# Waiting for follow up appt at rgh



## Nerys07 (Jul 10, 2013)

Hi all.  I'm new here. Hubby and I have been ttc for over a yr now.  We've had all the tests and are waiting for our follow up appointment but no one can tell me when that may be.  Can anyone help please? I've tried the doctors, they haven't had the results and weren't exactly helpful. Tried the gynae's secretary who was useless. Cannot get hold of a number for the waiting list people at the royal gwent hospital.  Does any one know who i can contact, or anyone else waiting for their follow up appt? Getting more upset by the day. 5 of my colleagues are pregnant atm. 

Xx


----------



## WelshMrsD (May 16, 2013)

Hi Nerys07

I'm new here too. Hubby and I have been TTC for over 18 months and have had our initial tests. Hubby has been referred to Urology at Princess of Wales (POW) and we are now waiting to have our 1st hospital appointment. Our GP sent his referral letter in May and as we hadn't heard anything I made a follow-up appointment with GP to make sure that the letter had been sent. Her advice to us (unless we could afford to go private - which we can't) was to phone the First Appointments department at POW to check that they had received his referral letter and to ask how long the waiting list is likely to be.

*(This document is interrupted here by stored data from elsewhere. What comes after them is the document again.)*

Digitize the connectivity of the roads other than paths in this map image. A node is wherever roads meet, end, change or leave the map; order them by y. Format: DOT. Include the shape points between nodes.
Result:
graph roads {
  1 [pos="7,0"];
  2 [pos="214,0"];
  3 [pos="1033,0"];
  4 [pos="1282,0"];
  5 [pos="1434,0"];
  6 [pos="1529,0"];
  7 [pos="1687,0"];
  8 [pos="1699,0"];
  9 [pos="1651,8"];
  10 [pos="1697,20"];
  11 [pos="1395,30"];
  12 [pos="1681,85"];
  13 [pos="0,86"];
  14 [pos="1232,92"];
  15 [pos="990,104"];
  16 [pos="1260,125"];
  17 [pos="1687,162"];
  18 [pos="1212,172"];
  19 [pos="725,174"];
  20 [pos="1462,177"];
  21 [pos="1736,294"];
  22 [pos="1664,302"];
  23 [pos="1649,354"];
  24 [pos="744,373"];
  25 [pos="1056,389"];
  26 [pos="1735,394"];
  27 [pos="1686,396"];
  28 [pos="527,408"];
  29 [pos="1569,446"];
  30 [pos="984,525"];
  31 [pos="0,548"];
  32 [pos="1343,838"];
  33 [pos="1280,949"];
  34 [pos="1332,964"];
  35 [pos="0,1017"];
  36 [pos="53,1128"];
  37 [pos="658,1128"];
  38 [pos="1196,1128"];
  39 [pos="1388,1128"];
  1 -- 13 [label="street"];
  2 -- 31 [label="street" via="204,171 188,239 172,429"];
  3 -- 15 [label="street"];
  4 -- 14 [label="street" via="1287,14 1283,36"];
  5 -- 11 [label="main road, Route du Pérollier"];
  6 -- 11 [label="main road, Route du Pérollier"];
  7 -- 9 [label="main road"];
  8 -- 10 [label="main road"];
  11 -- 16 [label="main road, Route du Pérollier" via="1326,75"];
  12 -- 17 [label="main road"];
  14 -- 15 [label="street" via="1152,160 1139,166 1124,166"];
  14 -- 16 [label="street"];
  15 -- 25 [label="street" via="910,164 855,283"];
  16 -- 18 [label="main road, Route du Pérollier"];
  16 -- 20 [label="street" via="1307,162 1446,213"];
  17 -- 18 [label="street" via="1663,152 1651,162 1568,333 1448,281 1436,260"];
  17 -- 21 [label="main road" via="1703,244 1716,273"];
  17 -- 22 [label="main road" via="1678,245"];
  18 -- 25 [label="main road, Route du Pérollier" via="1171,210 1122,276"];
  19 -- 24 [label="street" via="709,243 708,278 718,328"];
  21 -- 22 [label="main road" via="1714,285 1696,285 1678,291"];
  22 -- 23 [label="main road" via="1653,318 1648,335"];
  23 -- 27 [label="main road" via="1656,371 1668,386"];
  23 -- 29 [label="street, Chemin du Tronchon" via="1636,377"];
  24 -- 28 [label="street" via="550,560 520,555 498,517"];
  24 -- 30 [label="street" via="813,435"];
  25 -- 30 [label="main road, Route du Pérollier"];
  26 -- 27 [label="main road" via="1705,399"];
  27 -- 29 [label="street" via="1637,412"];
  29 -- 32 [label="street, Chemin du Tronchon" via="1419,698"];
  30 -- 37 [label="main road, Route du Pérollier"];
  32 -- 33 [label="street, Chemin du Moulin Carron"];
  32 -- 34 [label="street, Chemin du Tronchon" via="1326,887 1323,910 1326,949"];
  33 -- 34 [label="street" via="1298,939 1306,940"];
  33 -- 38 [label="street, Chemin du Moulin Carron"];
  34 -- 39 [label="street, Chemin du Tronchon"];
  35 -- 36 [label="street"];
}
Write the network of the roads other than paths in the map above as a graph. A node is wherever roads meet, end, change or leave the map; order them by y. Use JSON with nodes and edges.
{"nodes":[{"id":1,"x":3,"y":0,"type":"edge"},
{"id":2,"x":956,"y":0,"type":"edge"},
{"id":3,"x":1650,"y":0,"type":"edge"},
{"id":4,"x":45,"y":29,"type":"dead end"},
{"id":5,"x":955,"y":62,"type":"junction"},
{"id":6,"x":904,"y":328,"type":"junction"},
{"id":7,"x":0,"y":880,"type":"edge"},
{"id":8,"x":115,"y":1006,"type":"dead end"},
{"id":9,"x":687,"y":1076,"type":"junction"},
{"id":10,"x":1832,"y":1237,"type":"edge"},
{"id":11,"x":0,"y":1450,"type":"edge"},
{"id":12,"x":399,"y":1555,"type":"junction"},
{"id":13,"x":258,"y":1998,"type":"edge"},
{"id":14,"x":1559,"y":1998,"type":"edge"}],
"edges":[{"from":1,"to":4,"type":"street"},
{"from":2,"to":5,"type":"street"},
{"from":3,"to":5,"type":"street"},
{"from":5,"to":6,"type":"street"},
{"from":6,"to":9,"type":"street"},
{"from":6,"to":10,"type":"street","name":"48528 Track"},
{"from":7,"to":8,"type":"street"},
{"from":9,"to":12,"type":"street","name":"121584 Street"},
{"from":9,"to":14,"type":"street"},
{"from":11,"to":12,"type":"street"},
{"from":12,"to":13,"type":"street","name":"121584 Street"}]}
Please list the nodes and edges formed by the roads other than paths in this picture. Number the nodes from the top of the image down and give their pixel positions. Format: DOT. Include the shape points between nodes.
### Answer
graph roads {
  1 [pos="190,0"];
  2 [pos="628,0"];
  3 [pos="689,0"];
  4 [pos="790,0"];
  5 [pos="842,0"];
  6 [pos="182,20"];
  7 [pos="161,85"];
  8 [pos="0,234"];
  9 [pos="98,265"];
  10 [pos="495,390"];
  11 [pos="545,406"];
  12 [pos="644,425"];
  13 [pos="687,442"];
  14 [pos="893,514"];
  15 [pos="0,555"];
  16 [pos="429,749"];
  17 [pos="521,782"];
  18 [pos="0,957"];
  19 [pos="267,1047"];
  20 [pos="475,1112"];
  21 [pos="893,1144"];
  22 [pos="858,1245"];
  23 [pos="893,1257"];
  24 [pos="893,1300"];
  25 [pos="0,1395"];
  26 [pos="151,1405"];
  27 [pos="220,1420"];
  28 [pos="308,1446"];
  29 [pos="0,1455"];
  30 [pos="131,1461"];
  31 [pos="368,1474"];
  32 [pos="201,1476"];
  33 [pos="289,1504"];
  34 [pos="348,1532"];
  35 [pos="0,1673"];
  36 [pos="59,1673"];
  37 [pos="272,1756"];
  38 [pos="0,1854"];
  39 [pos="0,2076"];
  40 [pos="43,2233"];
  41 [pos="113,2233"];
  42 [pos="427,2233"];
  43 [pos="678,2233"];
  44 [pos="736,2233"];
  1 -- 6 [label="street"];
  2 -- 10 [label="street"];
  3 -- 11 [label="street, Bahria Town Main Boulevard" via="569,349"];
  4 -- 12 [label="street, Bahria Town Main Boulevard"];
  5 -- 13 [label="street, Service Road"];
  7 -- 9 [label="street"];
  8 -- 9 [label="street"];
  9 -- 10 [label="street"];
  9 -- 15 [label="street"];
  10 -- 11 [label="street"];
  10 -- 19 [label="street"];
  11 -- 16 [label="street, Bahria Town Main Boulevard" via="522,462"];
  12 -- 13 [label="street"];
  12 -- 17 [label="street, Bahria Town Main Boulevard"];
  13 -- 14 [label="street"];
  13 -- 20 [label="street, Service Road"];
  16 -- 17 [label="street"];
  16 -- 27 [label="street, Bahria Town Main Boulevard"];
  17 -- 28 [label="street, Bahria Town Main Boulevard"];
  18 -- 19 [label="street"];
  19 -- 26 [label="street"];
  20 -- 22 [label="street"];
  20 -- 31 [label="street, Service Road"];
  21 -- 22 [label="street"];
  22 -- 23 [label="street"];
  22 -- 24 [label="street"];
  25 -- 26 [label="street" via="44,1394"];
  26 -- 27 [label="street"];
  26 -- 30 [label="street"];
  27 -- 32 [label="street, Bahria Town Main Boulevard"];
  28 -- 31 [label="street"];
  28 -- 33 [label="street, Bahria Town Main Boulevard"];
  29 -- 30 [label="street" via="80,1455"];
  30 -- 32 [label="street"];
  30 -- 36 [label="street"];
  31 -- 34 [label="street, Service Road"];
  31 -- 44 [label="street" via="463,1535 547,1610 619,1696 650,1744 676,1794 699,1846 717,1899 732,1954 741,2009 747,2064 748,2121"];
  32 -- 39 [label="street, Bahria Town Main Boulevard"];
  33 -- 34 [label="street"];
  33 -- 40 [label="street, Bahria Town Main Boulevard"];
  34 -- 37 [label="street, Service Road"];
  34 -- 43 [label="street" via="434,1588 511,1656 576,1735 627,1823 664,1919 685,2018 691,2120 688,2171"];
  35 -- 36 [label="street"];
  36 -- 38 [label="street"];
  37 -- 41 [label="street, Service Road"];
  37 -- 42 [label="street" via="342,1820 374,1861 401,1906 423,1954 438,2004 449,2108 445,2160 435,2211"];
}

Hubby wasn't able to speak to them by phone as it was constantly engaged   but their telephone message gave an email address, so he contacted them through this. After a few days of emails being sent back and forth, the First Appointments/Outpatients department confirmed that his letter had been received in June and that the waiting list was 6 months! That'll take us to just over 2 years TTC (that's if we get seen within that time). Feeling very frustrated and disappointed as I'll be 35 in January and at the moment I just need to have some answers  

But on the positive side, they did confirm hubby's referral letter had been received.

Try phoning the hospital switch board and asking to be put through to First Appointments / Patient Services, and ask for an email address.

Hope this helps
x


----------



## beckha (Feb 22, 2011)

I was referred to gynaecologist at royal gwent in November and I only had my appointment last week. 

Shocking.


----------